→ **EXERCISE REQUIREMENTS**
Each line from the one holding "middle mcp: (186, 215)" through the end of the records should be returned exactly, while pictures are skipped.

Start of MATERIAL SUPPLIED

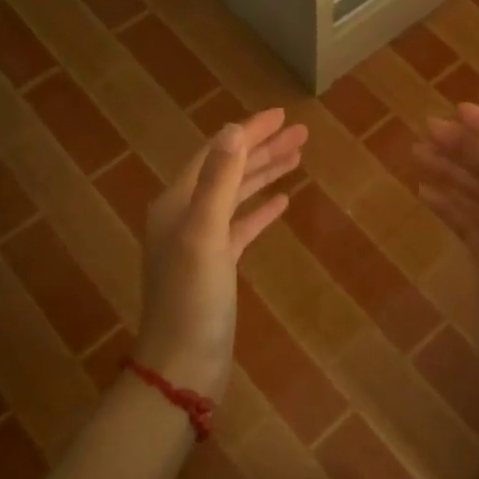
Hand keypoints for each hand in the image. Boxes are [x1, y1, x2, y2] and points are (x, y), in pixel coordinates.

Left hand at [134, 108, 307, 398]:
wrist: (182, 364)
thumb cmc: (193, 298)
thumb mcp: (204, 233)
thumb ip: (219, 180)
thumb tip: (234, 130)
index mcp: (177, 202)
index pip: (217, 153)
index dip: (249, 132)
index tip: (282, 114)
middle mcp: (186, 215)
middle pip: (229, 170)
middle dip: (263, 149)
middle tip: (301, 133)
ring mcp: (202, 241)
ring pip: (237, 196)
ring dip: (265, 174)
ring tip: (298, 156)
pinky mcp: (217, 265)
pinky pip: (242, 226)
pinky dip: (260, 210)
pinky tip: (283, 202)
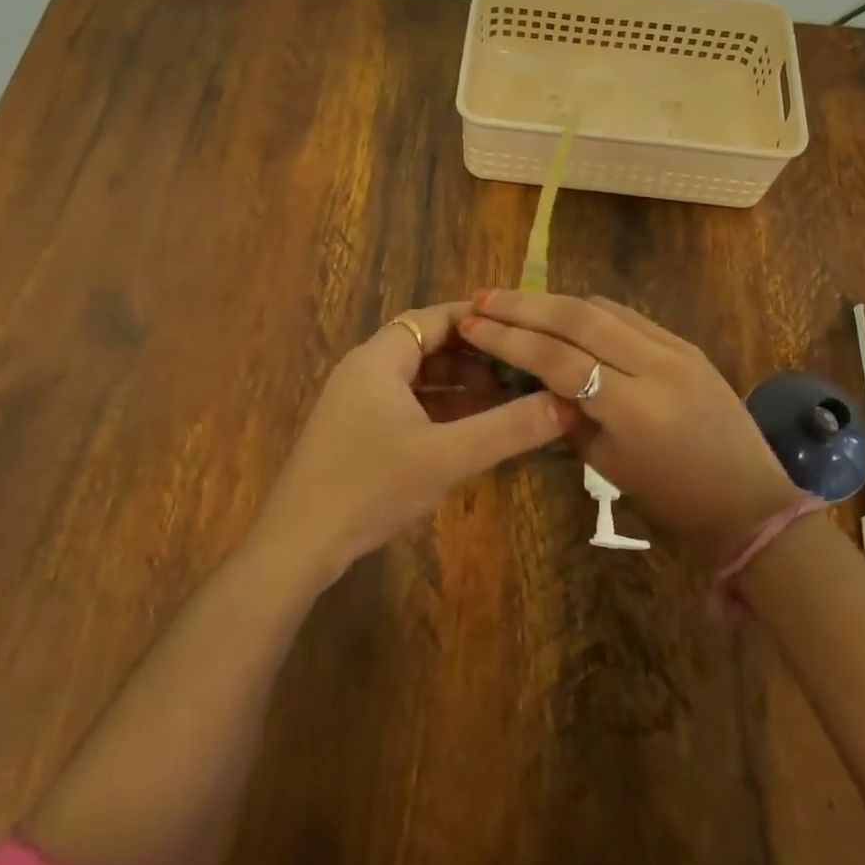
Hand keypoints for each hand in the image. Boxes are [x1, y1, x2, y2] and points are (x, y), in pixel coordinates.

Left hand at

End of MATERIAL SUPPLIED

→ **ANSWER FOR THIS EXERCISE**
middle mcp: (186, 215)
middle pip: (229, 170)
middle dip: (263, 149)
middle tip: (301, 133)
ring mcp: (202, 241)
ring pip: (237, 196)
ring dip: (265, 174)
ring tip: (298, 156)
pinky mcp: (217, 265)
pinky pip: (242, 226)
pinky dip: (260, 210)
pinky tip: (283, 202)
Hand keypoints for each hand in the image. Boxes are [x1, y1, x2, y2] and points are (x, y), in pixel coordinates.

Left hand at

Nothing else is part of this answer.